Die Aussage des Tages

Von am 3. März 2007 – 14.02 Uhr 3 Kommentare

Stimmt, eine so betitelte Kategorie gibt es bei uns nicht. Und wir haben in dieser Woche auch schon unter der Überschrift „Quo vadis Turbine Potsdam?“ über den brandenburgischen Vorzeigeclub berichtet. Aber ich kann jetzt nicht anders, denn eben habe ich eine Aussage der Potsdamer Torfrau Nadine Angerer gelesen, die mich wirklich beeindruckt hat.

„Es ist kein guter Charakterzug, das sinkende Schiff zu verlassen. Natürlich macht man sich Gedanken, wenn fast alle gehen. Doch ich habe mit Turbine viele Erfolge gefeiert, das darf man nicht von heute auf morgen vergessen“, fand sie gegenüber der Märkischen Allgemeinen deutliche Worte. Bumms, das sitzt! Und sie zeigt damit zweifellos Größe. Ich habe das also gelesen und mir überlegt, ob ich das bringe.
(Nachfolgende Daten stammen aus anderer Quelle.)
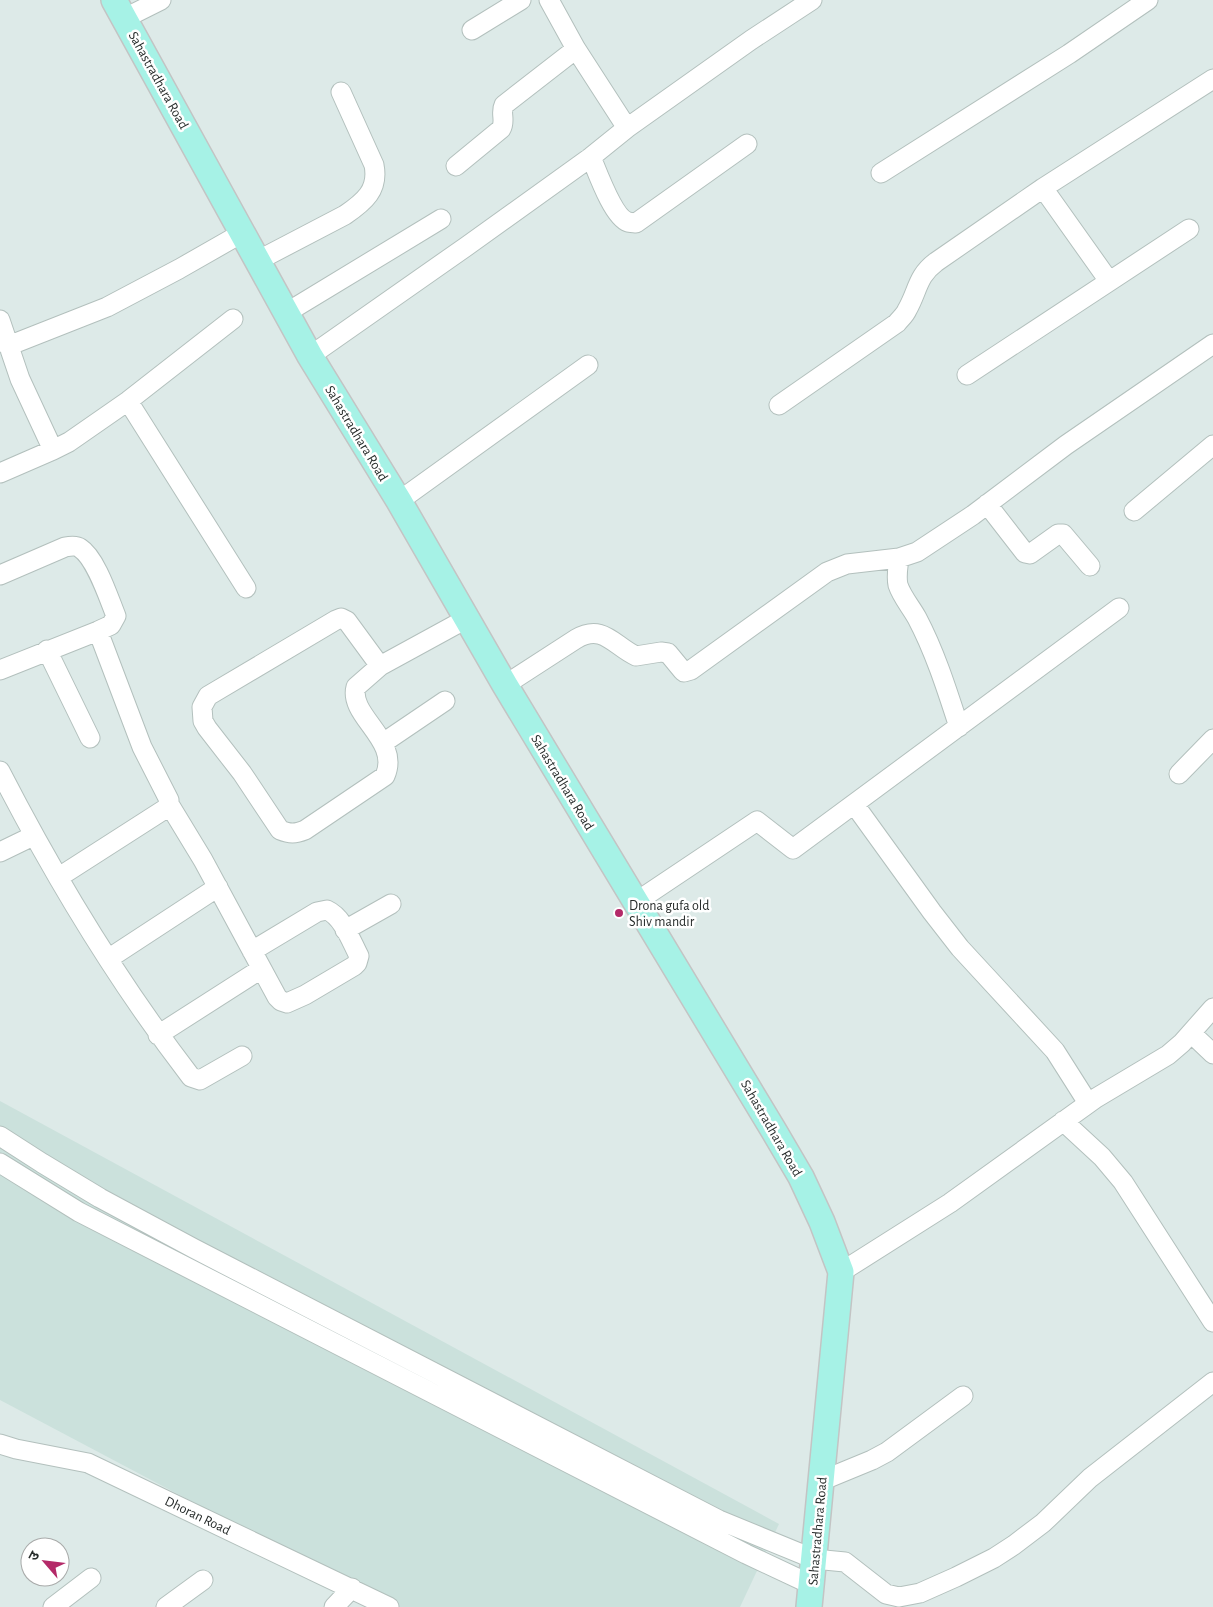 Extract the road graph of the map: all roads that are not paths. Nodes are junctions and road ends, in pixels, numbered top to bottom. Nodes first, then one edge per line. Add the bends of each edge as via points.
1 (161, 0) edge
2 (521, 0) edge
3 (549, 0) edge
4 (812, 0) edge
5 (1148, 0) edge
6 (120, 9) edge
7 (472, 30) dead end
8 (576, 49) junction
9 (1213, 79) edge
10 (341, 92) dead end
11 (627, 128) junction
12 (747, 144) dead end
13 (591, 156) junction
14 (456, 166) dead end
15 (881, 172) dead end
16 (1043, 188) junction
17 (441, 219) dead end
18 (1189, 229) dead end
19 (242, 233) junction
20 (258, 261) junction
21 (1109, 281) junction
22 (286, 313) junction
23 (233, 319) dead end
24 (0, 320) edge
25 (1213, 344) edge
26 (8, 346) junction
27 (310, 356) junction
28 (588, 365) dead end
29 (967, 375) dead end
30 (128, 401) junction
31 (779, 405) dead end
32 (1213, 445) edge
33 (53, 450) junction
34 (0, 473) edge
35 (399, 501) junction
36 (987, 504) junction
37 (1134, 511) dead end
38 (899, 558) junction
39 (1090, 566) dead end
40 (0, 575) edge
41 (246, 588) dead end
42 (1119, 608) dead end
43 (466, 619) junction
44 (98, 631) junction
45 (48, 650) junction
46 (380, 666) junction
47 (0, 670) edge
48 (505, 685) junction
49 (445, 701) dead end
50 (959, 726) junction
51 (90, 738) dead end
52 (1213, 740) edge
53 (383, 743) junction
54 (0, 772) edge
55 (1179, 774) dead end
56 (169, 804) junction
57 (854, 804) junction
58 (33, 836) junction
59 (0, 852) edge
60 (59, 877) junction
61 (218, 887) junction
62 (636, 902) junction
63 (391, 904) dead end
64 (345, 930) junction
65 (252, 951) junction
66 (108, 959) junction
67 (262, 969) junction
68 (1213, 1008) edge
69 (1191, 1034) junction
70 (158, 1035) junction
71 (1213, 1054) edge
72 (242, 1056) dead end
73 (1088, 1103) junction
74 (1063, 1120) junction
75 (0, 1136) edge
76 (0, 1163) edge
77 (91, 1192) junction
78 (79, 1212) junction
79 (841, 1272) junction
80 (1213, 1322) edge
81 (1213, 1382) edge
82 (963, 1396) dead end
83 (0, 1444) edge
84 (821, 1481) junction
85 (814, 1558) junction
86 (91, 1578) dead end
87 (203, 1580) dead end
88 (352, 1588) junction
89 (811, 1596) edge
90 (902, 1602) edge
91 (53, 1607) edge
92 (166, 1607) edge
93 (334, 1607) edge
94 (389, 1607) edge

1 - 6 street
2 - 7 street
3 - 8 street
4 - 11 street
5 - 15 street via 1069,54
6 - 19 main road, Sahastradhara Road
8 - 11 street
8 - 14 street via 504,104 501,129
9 - 16 street
10 - 20 street via 374,165 376,176 371,192 346,214
11 - 13 street
12 - 13 street via 636,223 622,218 611,202
13 - 27 street
16 - 21 street
16 - 31 street via 928,268 907,312 890,329
17 - 22 street
18 - 21 street
19 - 20 main road, Sahastradhara Road
19 - 26 street via 107,307
20 - 22 main road, Sahastradhara Road
21 - 29 street
22 - 27 main road, Sahastradhara Road
23 - 30 street
24 - 26 street
25 - 36 street via 1066,445
26 - 33 street
27 - 35 main road, Sahastradhara Road
28 - 35 street
30 - 33 street
30 - 41 street
32 - 37 street
33 - 34 street
35 - 43 main road, Sahastradhara Road
36 - 38 street via 917,552
36 - 39 street via 1026,553 1030,554 1058,534 1063,534
38 - 48 street via 856,562 827,572 684,672 668,653 636,656 610,638 587,634
38 - 50 street via 898,587 917,618
40 - 44 street via 65,547 80,547 103,583 116,616 111,625
42 - 50 street
43 - 46 street
43 - 48 main road, Sahastradhara Road
44 - 45 street
44 - 56 street via 142,747
45 - 47 street
45 - 51 street
46 - 53 street via 360,682 354,695
46 - 53 street via 347,621 341,618 208,696 201,713 207,728 276,826 288,834 304,830 381,779 388,769 389,760
48 - 62 main road, Sahastradhara Road
49 - 53 street
50 - 57 street
52 - 55 street
54 - 58 street
56 - 60 street
56 - 61 street
57 - 62 street via 793,849 757,821
57 - 73 street via 943,926 1055,1051
58 - 59 street
58 - 60 street
60 - 66 street
61 - 65 street
61 - 66 street
62 - 79 main road, Sahastradhara Road via 801,1177
63 - 64 street
64 - 65 street via 335,914 322,910
64 - 67 street via 359,956 357,963 305,995 287,1003 281,1001
65 - 67 street
66 - 70 street
67 - 70 street
68 - 69 street
69 - 71 street
69 - 73 street via 1168,1055
70 - 72 street via 196,1080
73 - 74 street
74 - 79 street via 950,1203
74 - 80 street via 1123,1182
75 - 77 street
76 - 78 street
77 - 78 street
77 - 85 street via 719,1520
78 - 89 street via 746,1554
79 - 84 main road, Sahastradhara Road
81 - 90 street via 1090,1478 1043,1523 1014,1545 994,1558
82 - 84 street via 887,1452
83 - 88 street, Dhoran Road via 88,1463
84 - 85 main road, Sahastradhara Road
85 - 89 main road, Sahastradhara Road
85 - 90 street via 845,1562 886,1594
86 - 91 street
87 - 92 street
88 - 93 street
88 - 94 street, Dhoran Road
Nach längerem Überlegen habe ich mich dafür entschieden. Obwohl das irgendwie traurig ist, denn es zeigt: diese Einstellung ist eine Seltenheit geworden.

Sie passt aber auch zu Bernd Schröder, denn der sagte jüngst den Potsdamer Neuesten Nachrichten, der Frauenfußball brauche „eine Gegenphilosophie zum Männerfußball. Es kann nicht nur um Angebot und Nachfrage gehen.“ „Fernab der Realität!“, werden einige einwenden. Sie haben nicht Unrecht, starke Spielerinnen sind immer begehrt und man muss ihnen regelmäßig zeigen, dass man sie braucht. Mit den Gesetzen des Marktes, die auch im Frauenfußball stetig an Bedeutung gewinnen, ist diese Einstellung nicht vereinbar. Diese Entwicklung geht mit dem Werben um mehr Medienaufmerksamkeit und mehr Zuschauer einher.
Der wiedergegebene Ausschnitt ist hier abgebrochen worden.